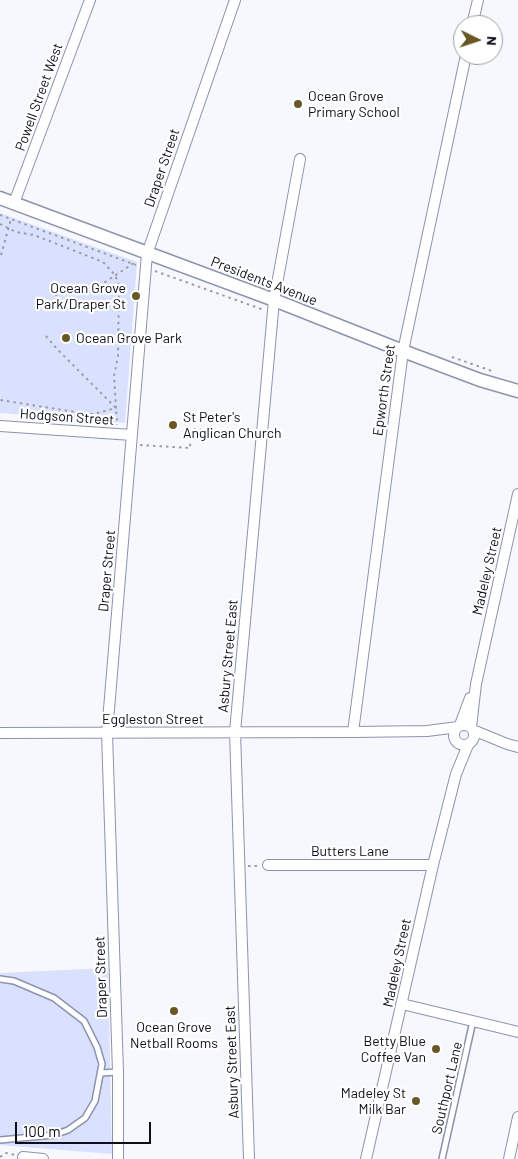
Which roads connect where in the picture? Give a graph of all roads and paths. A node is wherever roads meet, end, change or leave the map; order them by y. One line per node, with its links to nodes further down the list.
1 (90, 0): 8 (street, Powell Street West)
2 (235, 0): 12 (street, Draper Street)
3 (478, 0): 4 (street)
4 (474, 15)
5 (464, 65): 18 (street, Epworth Street)
6 (300, 159): 16 (street, Asbury Street East)
7 (0, 198): 8 (street, Presidents Avenue)
8 (14, 203): 12 (street, Presidents Avenue)
9 (11, 219): 11 (path)
10 (0, 224): 11 (path)
11 (7, 228): 13 (path); 14 (path)
12 (147, 254): 14 (path); 16 (street, Presidents Avenue); 24 (street, Draper Street)
13 (1, 255)
14 (115, 275): 15 (path); 21 (path)
15 (56, 295)
16 (274, 300): 18 (street, Presidents Avenue); 25 (street, Asbury Street East)
17 (46, 336): 21 (path)
18 (403, 351): 19 (street, Presidents Avenue); 31 (street, Epworth Street)
19 (518, 391)
20 (0, 400): 21 (path)
21 (116, 408): 23 (path)
22 (0, 426): 23 (street, Hodgson Street)
23 (118, 434): 24 (street, Hodgson Street)
24 (132, 435): 33 (street, Draper Street)
25 (262, 437): 26 (path); 30 (street, Asbury Street East)
26 (140, 445)
27 (518, 494): 28 (street, Madeley Street)
28 (466, 727): 29 (street, Eggleston Street); 34 (street); 35 (street); 36 (street)
29 (427, 731): 31 (street, Eggleston Street); 34 (street, Eggleston Street)
30 (235, 732): 31 (street, Eggleston Street); 33 (street, Eggleston Street); 41 (street, Asbury Street East)
31 (353, 732)
32 (0, 733): 33 (street, Eggleston Street)
33 (107, 733): 46 (street, Draper Street)
34 (455, 740): 35 (street); 38 (street, Madeley Street)
35 (470, 743): 36 (street); 38 (street, Madeley Street)
36 (506, 744): 37 (street)
37 (518, 747)
38 (456, 774): 40 (street, Madeley Street)
39 (268, 865): 40 (street, Butters Lane); 41 (path)
40 (433, 865): 43 (street, Madeley Street)
41 (240, 866): 55 (street, Asbury Street East)
42 (0, 979): 47 (lane)
43 (402, 1004): 44 (street); 56 (street, Madeley Street)
44 (474, 1021): 45 (street); 57 (lane, Southport Lane)
45 (518, 1032)
46 (118, 1072): 47 (lane); 54 (street, Draper Street)
47 (102, 1073): 49 (lane)
48 (518, 1116): 58 (street)
49 (0, 1140)
50 (2, 1154): 51 (path); 52 (path)
51 (0, 1157)
52 (23, 1157): 53 (street)
53 (43, 1159)
54 (118, 1159)
55 (249, 1159)
56 (366, 1159)
57 (442, 1159)
58 (509, 1159)

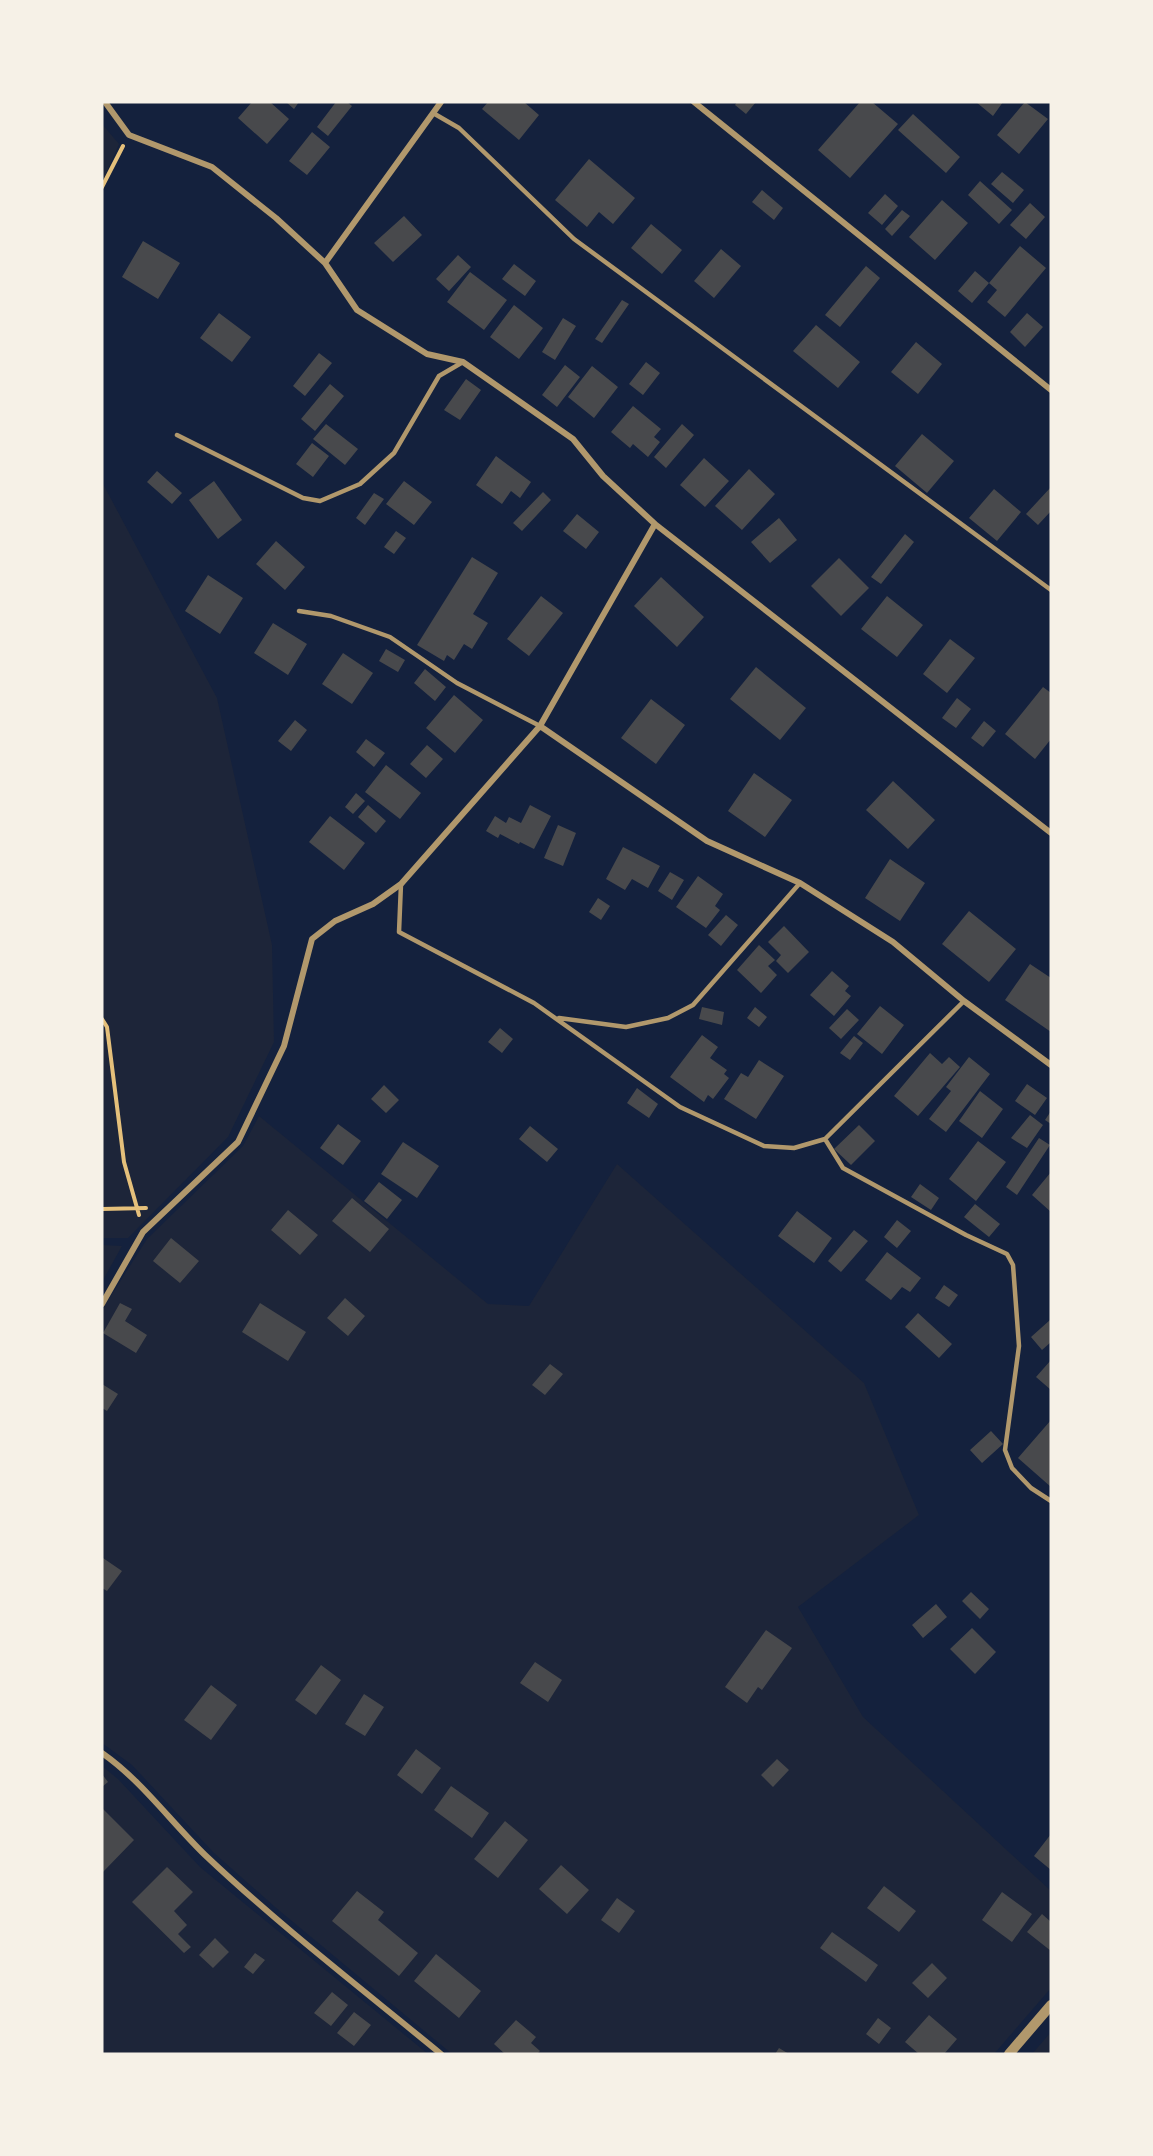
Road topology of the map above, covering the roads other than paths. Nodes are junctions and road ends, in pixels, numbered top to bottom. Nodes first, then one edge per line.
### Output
1 (105, 102) edge
2 (441, 102) edge
3 (694, 102) edge
4 (433, 113) junction
5 (325, 263) junction
6 (464, 362) junction
7 (1051, 390) edge
8 (177, 435) dead end
9 (655, 524) junction
10 (1051, 591) edge
11 (299, 610) dead end
12 (540, 726) junction
13 (1051, 833) edge
14 (800, 883) junction
15 (400, 884) junction
16 (964, 1001) junction
17 (556, 1018) junction
18 (1051, 1065) edge
19 (825, 1139) junction
20 (102, 1304) edge
21 (1051, 1501) edge
22 (102, 1753) edge
23 (1051, 2005) edge
24 (441, 2054) edge
25 (1009, 2054) edge

1 - 5 street
2 - 4 street
3 - 7 street
4 - 5 street
4 - 10 lane
5 - 6 street
6 - 8 lane
6 - 9 street
9 - 12 street
9 - 13 street
11 - 12 lane
12 - 14 street
12 - 15 street
14 - 16 street
14 - 17 lane
15 - 17 lane
15 - 20 street
16 - 18 street
16 - 19 lane
17 - 19 lane
19 - 21 lane
22 - 24 street
23 - 25 street

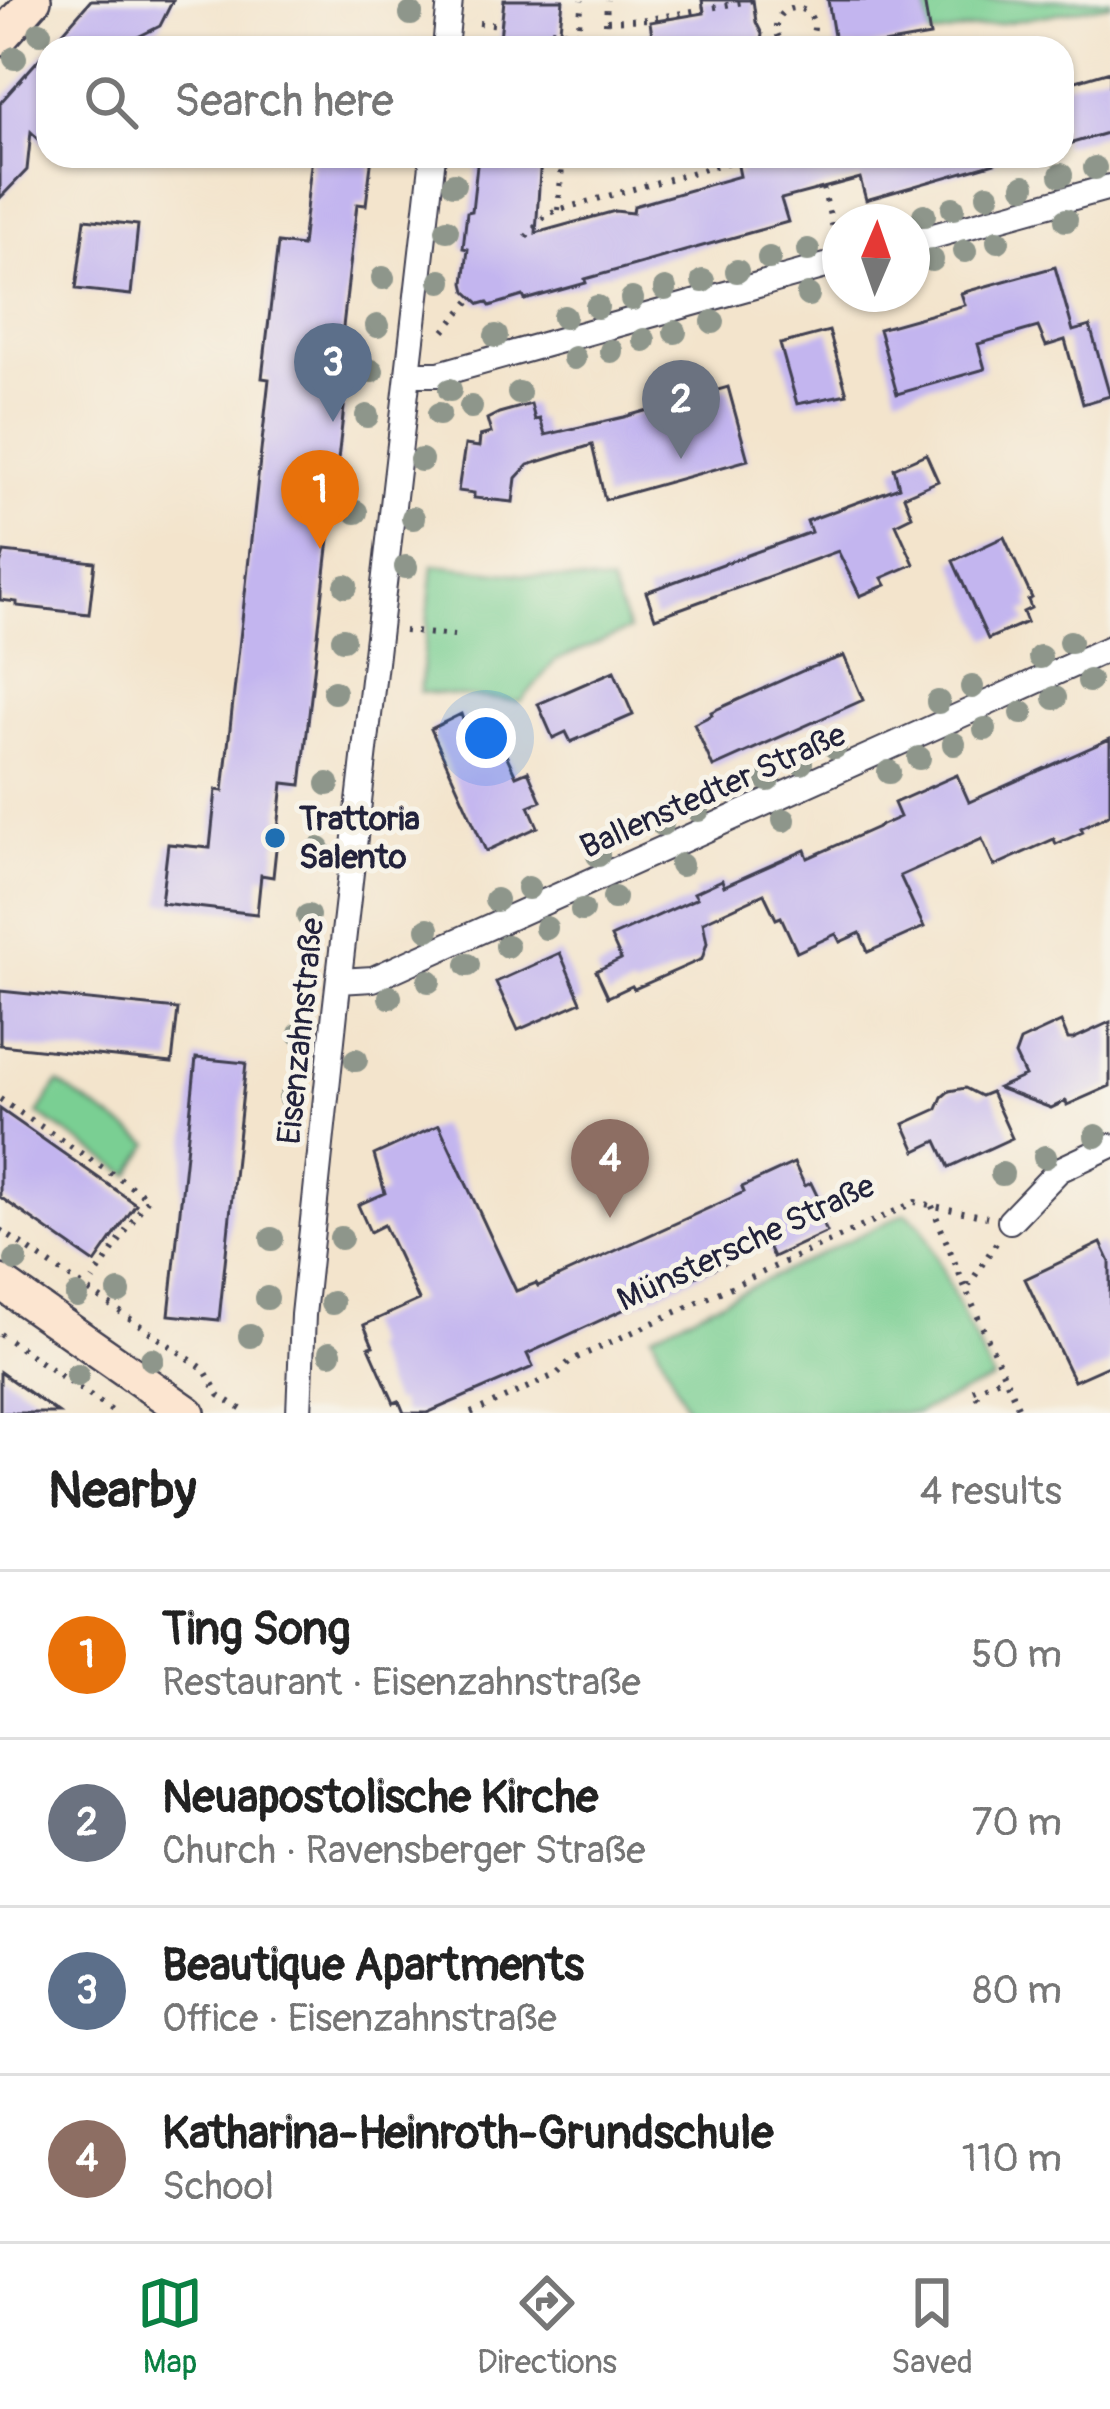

## Try it
No pictures belong in the copy. Repeat the listing above exactly.

## Exercise output
Which roads connect where in the picture? Give a graph of all roads and paths. A node is wherever roads meet, end, change or leave the map; order them by y. One line per node, with its links to nodes further down the list.
1 (90, 0): 8 (street, Powell Street West)
2 (235, 0): 12 (street, Draper Street)
3 (478, 0): 4 (street)
4 (474, 15)
5 (464, 65): 18 (street, Epworth Street)
6 (300, 159): 16 (street, Asbury Street East)
7 (0, 198): 8 (street, Presidents Avenue)
8 (14, 203): 12 (street, Presidents Avenue)
9 (11, 219): 11 (path)
10 (0, 224): 11 (path)
11 (7, 228): 13 (path); 14 (path)
12 (147, 254): 14 (path); 16 (street, Presidents Avenue); 24 (street, Draper Street)
13 (1, 255)
14 (115, 275): 15 (path); 21 (path)
15 (56, 295)
16 (274, 300): 18 (street, Presidents Avenue); 25 (street, Asbury Street East)
17 (46, 336): 21 (path)
18 (403, 351): 19 (street, Presidents Avenue); 31 (street, Epworth Street)
19 (518, 391)
20 (0, 400): 21 (path)
21 (116, 408): 23 (path)
22 (0, 426): 23 (street, Hodgson Street)
23 (118, 434): 24 (street, Hodgson Street)
24 (132, 435): 33 (street, Draper Street)
25 (262, 437): 26 (path); 30 (street, Asbury Street East)
26 (140, 445)
27 (518, 494): 28 (street, Madeley Street)
28 (466, 727): 29 (street, Eggleston Street); 34 (street); 35 (street); 36 (street)
29 (427, 731): 31 (street, Eggleston Street); 34 (street, Eggleston Street)
30 (235, 732): 31 (street, Eggleston Street); 33 (street, Eggleston Street); 41 (street, Asbury Street East)
31 (353, 732)
32 (0, 733): 33 (street, Eggleston Street)
33 (107, 733): 46 (street, Draper Street)
34 (455, 740): 35 (street); 38 (street, Madeley Street)
35 (470, 743): 36 (street); 38 (street, Madeley Street)
36 (506, 744): 37 (street)
37 (518, 747)
38 (456, 774): 40 (street, Madeley Street)
39 (268, 865): 40 (street, Butters Lane); 41 (path)
40 (433, 865): 43 (street, Madeley Street)
41 (240, 866): 55 (street, Asbury Street East)
42 (0, 979): 47 (lane)
43 (402, 1004): 44 (street); 56 (street, Madeley Street)
44 (474, 1021): 45 (street); 57 (lane, Southport Lane)
45 (518, 1032)
46 (118, 1072): 47 (lane); 54 (street, Draper Street)
47 (102, 1073): 49 (lane)
48 (518, 1116): 58 (street)
49 (0, 1140)
50 (2, 1154): 51 (path); 52 (path)
51 (0, 1157)
52 (23, 1157): 53 (street)
53 (43, 1159)
54 (118, 1159)
55 (249, 1159)
56 (366, 1159)
57 (442, 1159)
58 (509, 1159)

Road topology of the map above, covering the roads other than paths. Nodes are junctions and road ends, in pixels, numbered top to bottom. Nodes first, then one edge per line.
### Output
1 (105, 102) edge
2 (441, 102) edge
3 (694, 102) edge
4 (433, 113) junction
5 (325, 263) junction
6 (464, 362) junction
7 (1051, 390) edge
8 (177, 435) dead end
9 (655, 524) junction
10 (1051, 591) edge
11 (299, 610) dead end
12 (540, 726) junction
13 (1051, 833) edge
14 (800, 883) junction
15 (400, 884) junction
16 (964, 1001) junction
17 (556, 1018) junction
18 (1051, 1065) edge
19 (825, 1139) junction
20 (102, 1304) edge
21 (1051, 1501) edge
22 (102, 1753) edge
23 (1051, 2005) edge
24 (441, 2054) edge
25 (1009, 2054) edge

1 - 5 street
2 - 4 street
3 - 7 street
4 - 5 street
4 - 10 lane
5 - 6 street
6 - 8 lane
6 - 9 street
9 - 12 street
9 - 13 street
11 - 12 lane
12 - 14 street
12 - 15 street
14 - 16 street
14 - 17 lane
15 - 17 lane
15 - 20 street
16 - 18 street
16 - 19 lane
17 - 19 lane
19 - 21 lane
22 - 24 street
23 - 25 street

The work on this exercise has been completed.